Basic Indexing and Downloading
from unstructured_ingest.processes.connectors.sql.clickzetta import (
ClickzettaConnectionConfig,
ClickzettaIndexer,
ClickzettaIndexerConfig,
ClickzettaDownloader,
ClickzettaDownloaderConfig
)
# Connection configuration
connection_config = ClickzettaConnectionConfig()
# Indexer configuration - process table data in batches
indexer = ClickzettaIndexer(
connection_config=connection_config,
index_config=ClickzettaIndexerConfig(
table_name="documents",
id_column="id",
batch_size=1000,
# Optional: add WHERE clause to filter data
# where_clause="created_at > '2024-01-01'"
)
)
# Downloader configuration
downloader = ClickzettaDownloader(
connection_config=connection_config,
download_config=ClickzettaDownloaderConfig(
fields=["id", "title", "content"],
download_dir="/path/to/download"
)
)
# Execute data processing
for file_data in indexer.run():
downloaded_files = downloader.run(file_data=file_data)
print(f"Processing complete: {len(downloaded_files)} files")
Vector Embedding Processing
from unstructured_ingest.embed.dashscope import DashScopeEmbeddingConfig
from unstructured_ingest.processes.connectors.sql.clickzetta import (
ClickzettaUploader,
ClickzettaUploaderConfig
)
# DashScope embedding configuration
embed_config = DashScopeEmbeddingConfig(
model_name="text-embedding-v3", # Supports v1/v2/v3/v4
batch_size=25,
text_field="content",
# Dimensions for different versions:
# v1: 1536-dim, v2: 1536-dim, v3: 1024-dim, v4: 1024-dim
)
# Uploader configuration - supports vector fields
uploader = ClickzettaUploader(
connection_config=connection_config,
upload_config=ClickzettaUploaderConfig(
table_name="document_vectors",
# Vector field configuration
vector_column="embedding",
vector_dimension=1024, # Corresponds to v3/v4 models
batch_size=100
)
)
# Process documents and generate vectors
processed_data = []
for file_data in indexed_files:
# Generate embeddings using DashScope
embeddings = embed_config.embed_documents([file_data['content']])
processed_data.append({
'id': file_data['id'],
'content': file_data['content'],
'embedding': embeddings[0]
})
# Batch upload to Singdata Lakehouse
uploader.upload_batch(processed_data)
Scenario 2: Singdata Lakehouse Volume File Processing
Suitable for file-system-level data processing, supporting three volume types.
Volume Type Descriptions
- User Volume -- User personal file space
- Table Volume -- File storage associated with a data table
- Named Volume -- Named shared file volume
File Indexing and Downloading
from unstructured_ingest.processes.connectors.fsspec.clickzetta_volume import (
ClickzettaVolumeConnectionConfig,
ClickzettaVolumeIndexer,
ClickzettaVolumeIndexerConfig,
ClickzettaVolumeDownloader,
ClickzettaVolumeDownloaderConfig
)
# Connection configuration
connection_config = ClickzettaVolumeConnectionConfig()

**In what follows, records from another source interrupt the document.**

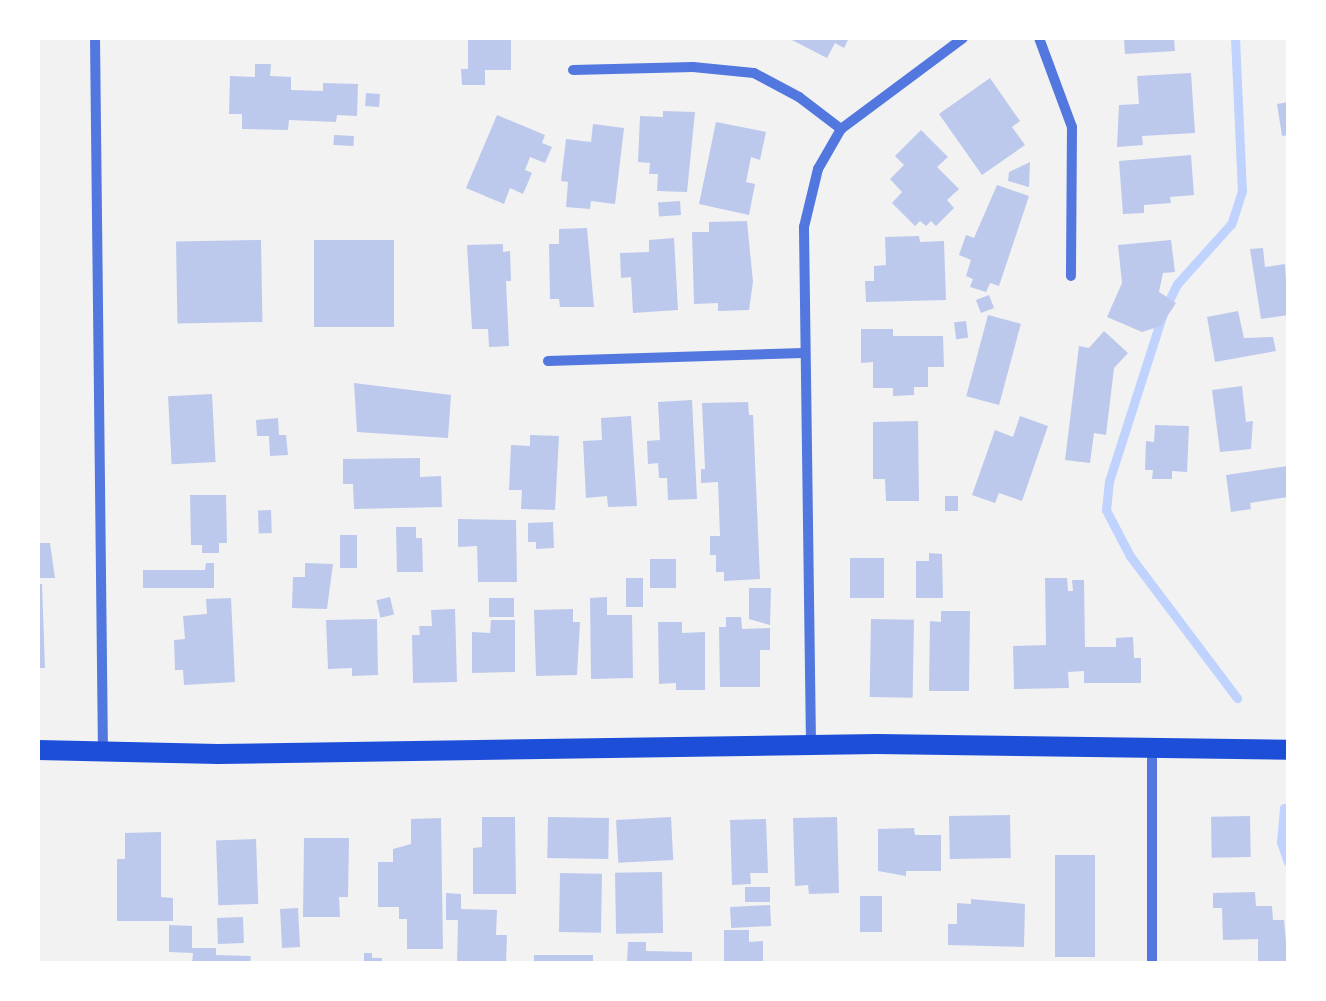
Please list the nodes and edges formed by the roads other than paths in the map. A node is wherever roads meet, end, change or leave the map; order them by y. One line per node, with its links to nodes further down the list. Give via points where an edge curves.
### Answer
1 (96, 38): 11 (street)
2 (963, 38): 5 (street)
3 (1039, 38): 6 (street, via 1072,127)
4 (573, 70): 5 (street, via 754,73)
5 (841, 128): 7 (street, via 818,169 804,227)
6 (1071, 276)
7 (803, 353): 8 (street); 9 (street)
8 (548, 360)
9 (811, 744): 10 (main road); 11 (main road, via 256,754)
10 (1152, 745): 13 (main road); 14 (street)
11 (103, 749): 12 (main road)
12 (38, 750)
13 (1288, 750)
14 (1152, 964)

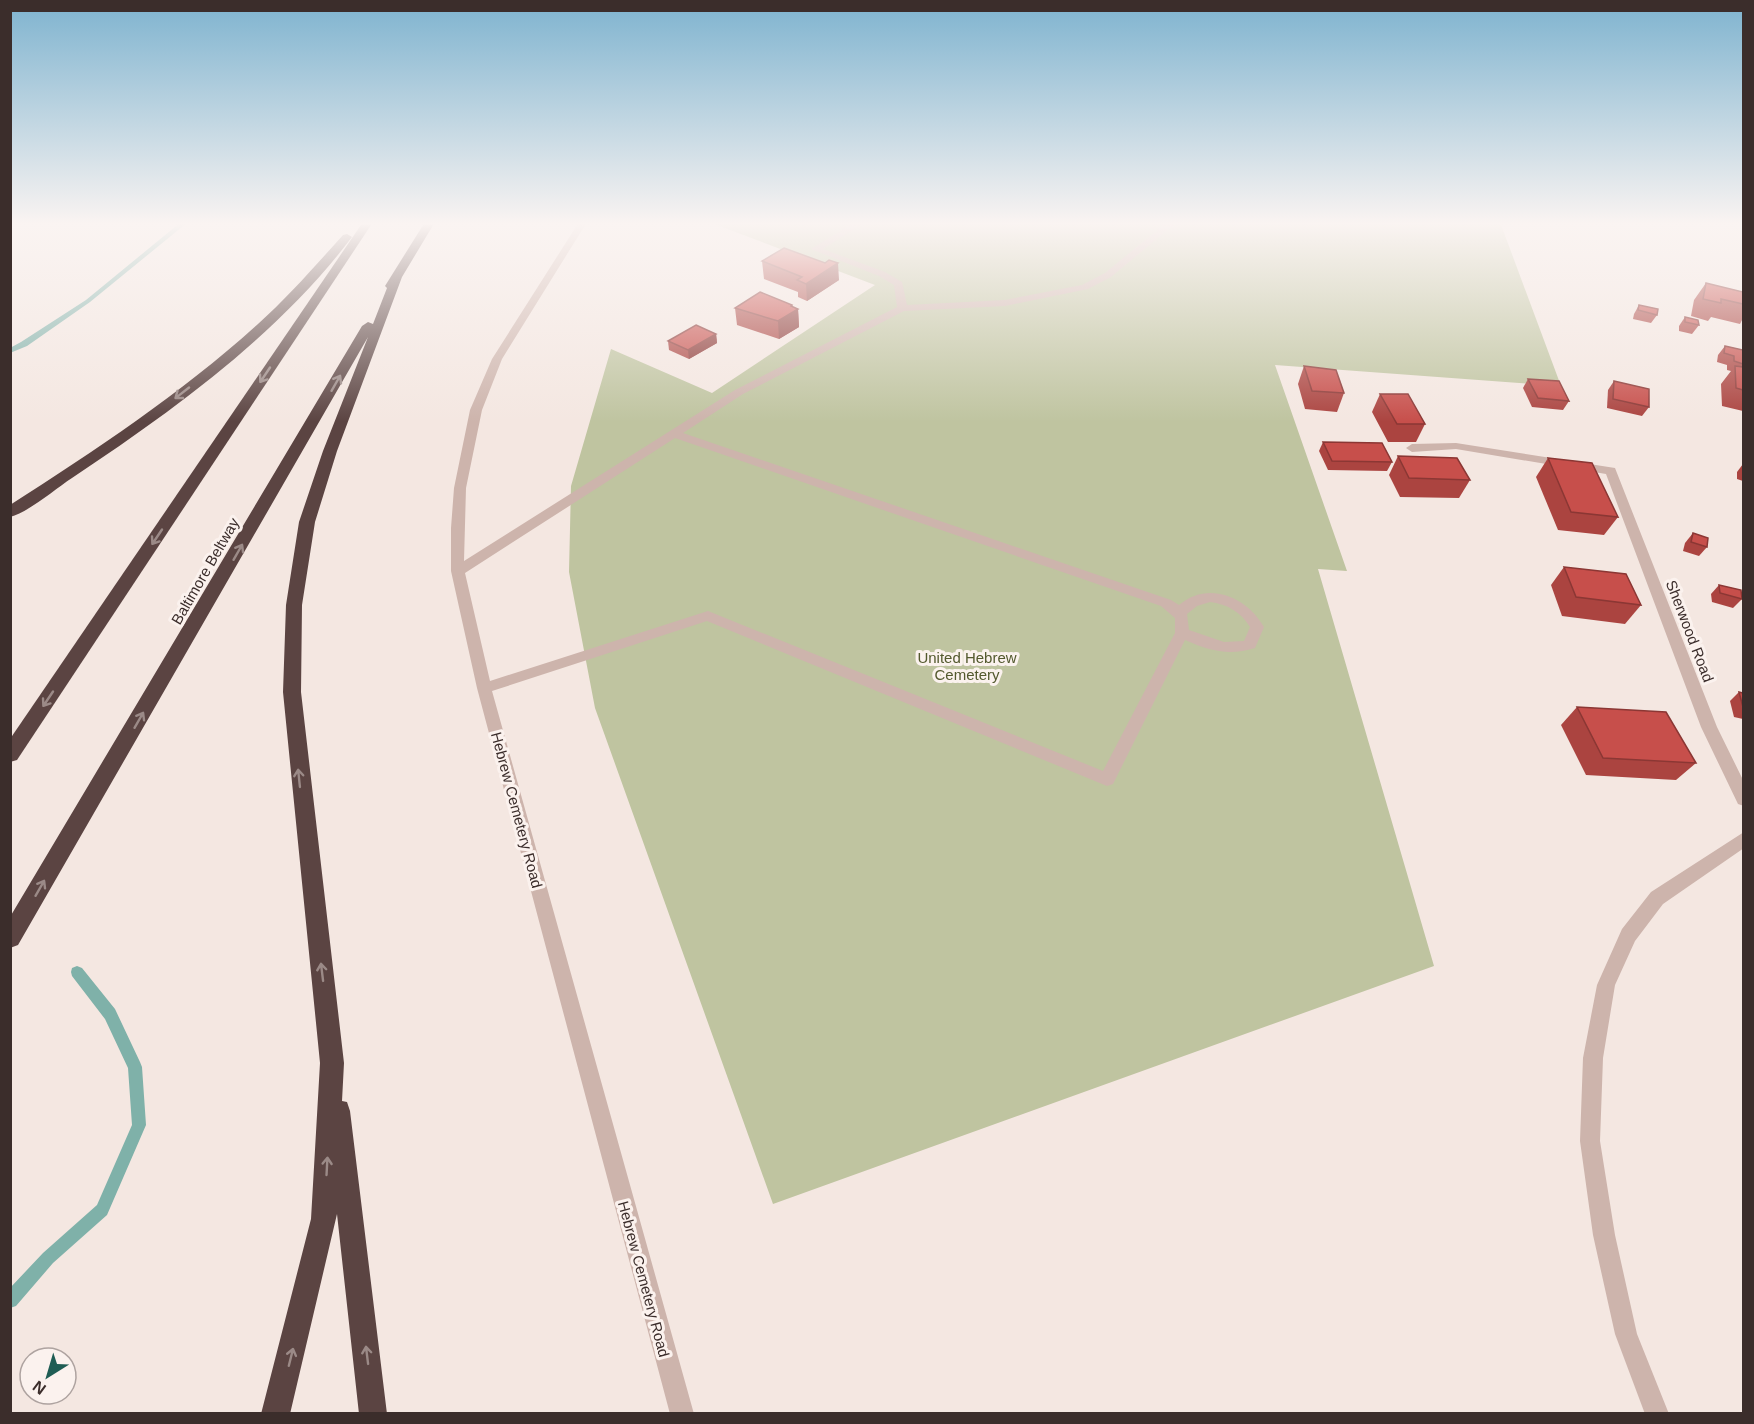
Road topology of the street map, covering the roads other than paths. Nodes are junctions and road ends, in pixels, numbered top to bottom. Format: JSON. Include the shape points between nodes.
{"nodes":[{"id":1,"x":298,"y":288,"type":"edge"},
{"id":2,"x":323,"y":288,"type":"edge"},
{"id":3,"x":390,"y":288,"type":"edge"},
{"id":4,"x":393,"y":288,"type":"edge"},
{"id":5,"x":541,"y":288,"type":"edge"},
{"id":6,"x":900,"y":288,"type":"edge"},
{"id":7,"x":1078,"y":288,"type":"edge"},
{"id":8,"x":902,"y":308,"type":"junction"},
{"id":9,"x":673,"y":433,"type":"junction"},
{"id":10,"x":1412,"y":448,"type":"dead end"},
{"id":11,"x":10,"y":512,"type":"edge"},
{"id":12,"x":458,"y":571,"type":"junction"},
{"id":13,"x":1180,"y":612,"type":"junction"},
{"id":14,"x":1182,"y":633,"type":"junction"},
{"id":15,"x":484,"y":688,"type":"junction"},
{"id":16,"x":10,"y":755,"type":"edge"},
{"id":17,"x":1743,"y":799,"type":"edge"},
{"id":18,"x":1743,"y":839,"type":"edge"},
{"id":19,"x":10,"y":938,"type":"edge"},
{"id":20,"x":332,"y":1063,"type":"junction"},
{"id":21,"x":275,"y":1413,"type":"edge"},
{"id":22,"x":374,"y":1413,"type":"edge"},
{"id":23,"x":682,"y":1413,"type":"edge"},
{"id":24,"x":1657,"y":1413,"type":"edge"}],
"edges":[{"from":1,"to":11,"type":"highway","one_way":true,"via":[[225,360]]},
{"from":2,"to":16,"type":"highway","one_way":true},
{"from":19,"to":3,"type":"highway","name":"Baltimore Beltway","one_way":true},
{"from":20,"to":4,"type":"highway","one_way":true,"via":[[292,692],[294,605],[307,522]]},
{"from":5,"to":12,"type":"street","name":"Hebrew Cemetery Road","via":[[497,359],[476,410],[460,488]]},
{"from":6,"to":8,"type":"street"},
{"from":7,"to":8,"type":"street","via":[[1005,303]]},
{"from":8,"to":9,"type":"street","via":[[739,392]]},
{"from":9,"to":12,"type":"street"},
{"from":9,"to":13,"type":"street","via":[[1166,603]]},
{"from":10,"to":17,"type":"street","name":"Sherwood Road","via":[[1456,446],[1611,471],[1709,727]]},
{"from":12,"to":15,"type":"street","name":"Hebrew Cemetery Road"},
{"from":13,"to":14,"type":"street","via":[[1184,621]]},
{"from":13,"to":14,"type":"street","via":[[1192,602],[1215,598],[1244,609],[1257,627],[1250,644],[1239,649],[1205,644]]},
{"from":14,"to":15,"type":"street","via":[[1107,779],[708,616]]},
{"from":15,"to":23,"type":"street","name":"Hebrew Cemetery Road"},
{"from":18,"to":24,"type":"street","via":[[1657,898],[1628,935],[1606,985],[1593,1058],[1590,1141],[1604,1235],[1626,1334]]},
{"from":21,"to":20,"type":"highway","one_way":true,"via":[[324,1219]]},
{"from":22,"to":20,"type":"highway","one_way":true}]}
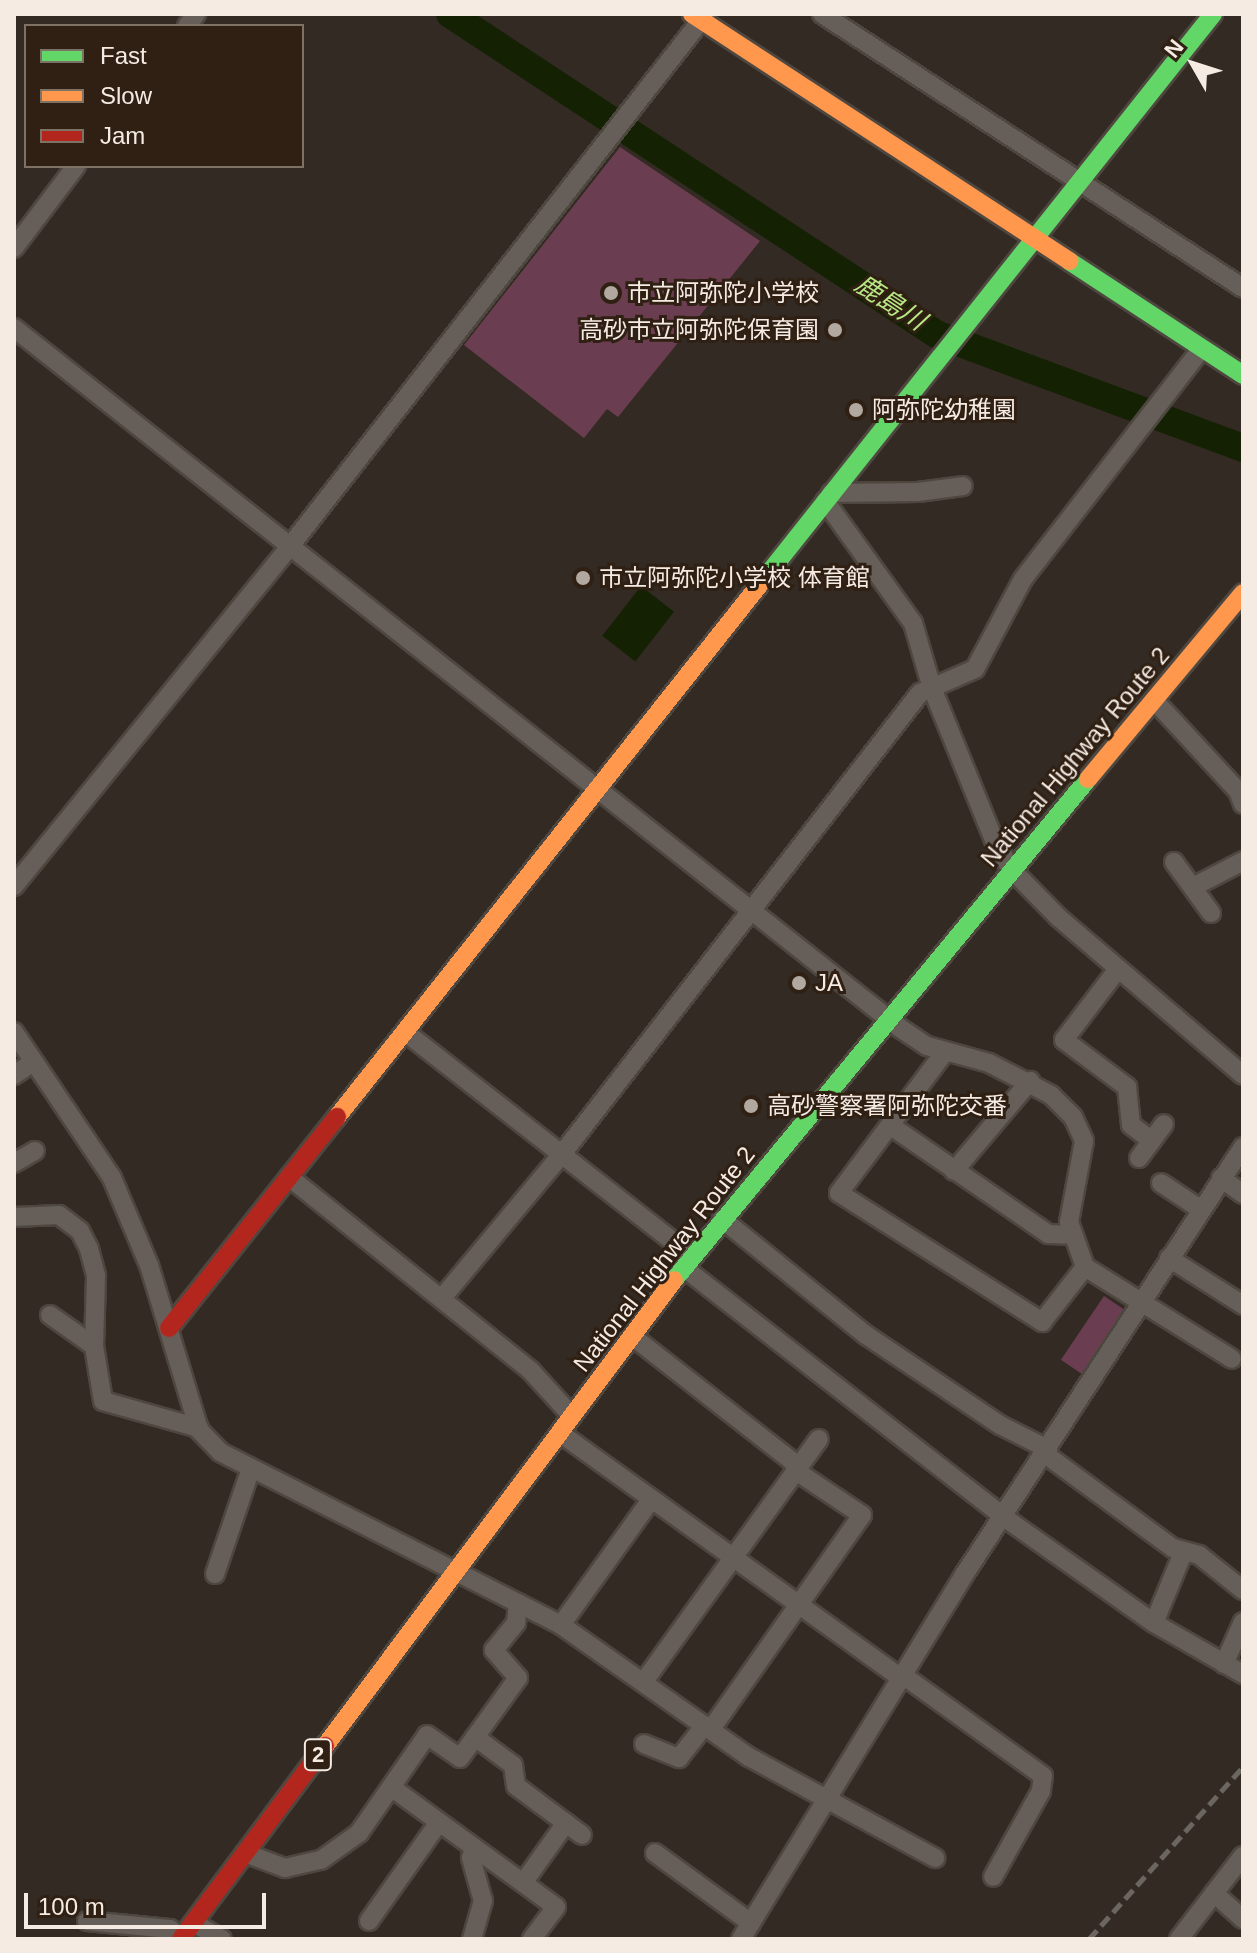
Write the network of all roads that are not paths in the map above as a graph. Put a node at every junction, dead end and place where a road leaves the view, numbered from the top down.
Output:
1 (822, 14) edge
2 (1213, 14) edge
3 (700, 16) edge
4 (74, 168) edge
5 (1077, 183) junction
6 (1038, 237) junction
7 (14, 248) edge
8 (1243, 288) edge
9 (14, 328) edge
10 (1202, 348) junction
11 (1243, 375) edge
12 (963, 486) dead end
13 (828, 497) junction
14 (291, 545) junction
15 (1243, 593) edge
16 (932, 688) junction
17 (1154, 700) junction
18 (598, 790) junction
19 (1241, 794) edge
20 (1243, 861) edge
21 (1174, 862) dead end
22 (1011, 869) junction
23 (14, 886) edge
24 (1193, 887) junction
25 (753, 911) junction
26 (1211, 913) dead end
27 (1118, 969) junction
28 (890, 1018) junction
29 (14, 1032) edge
30 (405, 1032) junction
31 (944, 1053) junction
32 (33, 1062) junction
33 (14, 1075) edge
34 (1243, 1075) edge
35 (1030, 1081) junction
36 (1164, 1124) dead end
37 (891, 1126) junction
38 (1152, 1141) junction
39 (1243, 1147) edge
40 (35, 1151) dead end
41 (562, 1154) junction
42 (1139, 1158) dead end
43 (14, 1163) edge
44 (954, 1171) junction
45 (289, 1177) junction
46 (1221, 1178) junction
47 (1161, 1183) dead end
48 (1243, 1194) edge
49 (1200, 1209) junction
50 (14, 1217) edge
51 (722, 1219) junction
52 (1072, 1235) junction
53 (1169, 1258) junction
54 (687, 1262) junction
55 (1085, 1267) junction
56 (442, 1298) junction
57 (1141, 1305) junction
58 (1243, 1305) edge
59 (50, 1315) dead end
60 (169, 1328) junction
61 (632, 1336) junction
62 (94, 1346) junction
63 (1232, 1359) dead end
64 (572, 1416) junction
65 (199, 1428) junction
66 (560, 1433) junction
67 (819, 1439) dead end
68 (1046, 1451) junction
69 (251, 1468) junction
70 (798, 1468) junction
71 (650, 1501) junction
72 (1005, 1518) junction
73 (1183, 1553) junction
74 (732, 1559) junction
75 (456, 1572) junction
76 (215, 1574) dead end
77 (1243, 1590) edge
78 (518, 1603) junction
79 (798, 1606) junction
80 (1243, 1622) edge
81 (1154, 1623) junction
82 (561, 1625) junction
83 (1224, 1664) junction
84 (1243, 1674) edge
85 (903, 1678) junction
86 (645, 1680) junction
87 (708, 1727) junction
88 (475, 1737) junction
89 (644, 1744) dead end
90 (391, 1787) junction
91 (830, 1799) junction
92 (439, 1822) junction
93 (566, 1823) junction
94 (582, 1835) dead end
95 (474, 1848) junction
96 (245, 1853) junction
97 (655, 1853) dead end
98 (1243, 1856) edge
99 (935, 1858) dead end
100 (993, 1877) dead end
101 (523, 1883) junction
102 (1214, 1893) junction
103 (1243, 1919) edge
104 (87, 1921) dead end
105 (369, 1921) dead end
106 (194, 1923) junction
107 (747, 1934) edge
108 (182, 1939) edge
109 (222, 1939) edge
110 (472, 1939) edge
111 (532, 1939) edge
112 (1179, 1939) edge

1 - 5 street
2 - 5 main road
3 - 6 main road
3 - 14 street
4 - 7 street
5 - 6 main road
5 - 8 street
6 - 10 main road
6 - 13 main road
9 - 14 street
10 - 11 main road
10 - 16 street
12 - 13 street
13 - 16 street
13 - 18 main road
14 - 18 street
14 - 23 street
15 - 17 main road, National Highway Route 2 / 2
16 - 22 street
16 - 25 street
17 - 19 street
17 - 22 main road, National Highway Route 2 / 2
18 - 25 street
18 - 30 main road
20 - 24 street
21 - 24 street
22 - 27 street
22 - 28 main road, National Highway Route 2 / 2
24 - 26 street
25 - 28 street
25 - 41 street
27 - 34 street
27 - 38 street
28 - 31 street
28 - 51 main road, National Highway Route 2 / 2
29 - 32 street
30 - 41 street
30 - 45 main road
31 - 35 street
31 - 37 street
32 - 33 street
32 - 60 street
35 - 44 street
35 - 52 street
36 - 38 street
37 - 44 street
37 - 55 street
38 - 42 street
39 - 46 street
40 - 43 street
41 - 54 street
41 - 56 street
44 - 52 street
45 - 56 street
45 - 60 main road
46 - 48 street
46 - 49 street
47 - 49 street
49 - 53 street
50 - 62 street
51 - 54 main road, National Highway Route 2 / 2
51 - 68 street
52 - 55 street
53 - 57 street
53 - 58 street
54 - 61 main road, National Highway Route 2 / 2
54 - 72 street
55 - 57 street
56 - 64 street
57 - 63 street
57 - 68 street
59 - 62 street
60 - 65 street
61 - 64 main road, National Highway Route 2 / 2
61 - 70 street
62 - 65 street
64 - 66 main road, National Highway Route 2 / 2
65 - 69 street
66 - 71 street
66 - 75 main road, National Highway Route 2 / 2
67 - 70 street
68 - 72 street
68 - 73 street
69 - 75 street
69 - 76 street
70 - 74 street
70 - 79 street
71 - 74 street
71 - 82 street
72 - 81 street
72 - 85 street
73 - 77 street
73 - 81 street
74 - 79 street
74 - 86 street
75 - 78 street
75 - 96 main road, National Highway Route 2 / 2
78 - 82 street
78 - 88 street
79 - 85 street
79 - 87 street
80 - 83 street
81 - 83 street
82 - 86 street
83 - 84 street
85 - 91 street
85 - 100 street
86 - 87 street
87 - 89 street
87 - 91 street
88 - 90 street
88 - 93 street
90 - 92 street
90 - 96 street
91 - 99 street
91 - 107 street
92 - 95 street
92 - 105 street
93 - 94 street
93 - 101 street
95 - 101 street
95 - 110 street
96 - 106 main road, National Highway Route 2 / 2
97 - 107 street
98 - 102 street
101 - 111 street
102 - 103 street
102 - 112 street
104 - 108 street
106 - 108 main road, National Highway Route 2 / 2
106 - 109 street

# Index different volume types
configs = [
# User Volume
ClickzettaVolumeIndexerConfig(
index_volume_type="user",
index_remote_path="documents/" # Optional: specify subdirectory
),
# Table Volume
ClickzettaVolumeIndexerConfig(
index_volume_type="table",
index_volume_name="document_table",
index_remote_path="images/"
),
# Named Volume
ClickzettaVolumeIndexerConfig(
index_volume_type="named",
index_volume_name="shared_data_volume",
index_regexp=r".*\.pdf$" # Optional: regex filtering
)
]
# Process each volume type
for config in configs:
indexer = ClickzettaVolumeIndexer(
connection_config=connection_config,
index_config=config
)
# Get file list
files = indexer.list_files()
print(f"Found {len(files)} files in volume {config.volume_type}")
# Download files
downloader = ClickzettaVolumeDownloader(
connection_config=connection_config,
download_config=ClickzettaVolumeDownloaderConfig(),
index_config=config
)
downloaded = downloader.run(files=files)
print(f"Download complete: {len(downloaded)} files")
File Upload
from unstructured_ingest.processes.connectors.fsspec.clickzetta_volume import (
ClickzettaVolumeUploader,
ClickzettaVolumeUploaderConfig
)
# Uploader configuration
uploader = ClickzettaVolumeUploader(
connection_config=connection_config,
upload_config=ClickzettaVolumeUploaderConfig(
volume_type="named",
volume_name="processed_documents",
remote_path="output/"
)
)
# Upload processed files
local_files = ["/path/to/processed1.json", "/path/to/processed2.json"]
for local_file in local_files:
uploader.upload_file(local_file, "processed/" + os.path.basename(local_file))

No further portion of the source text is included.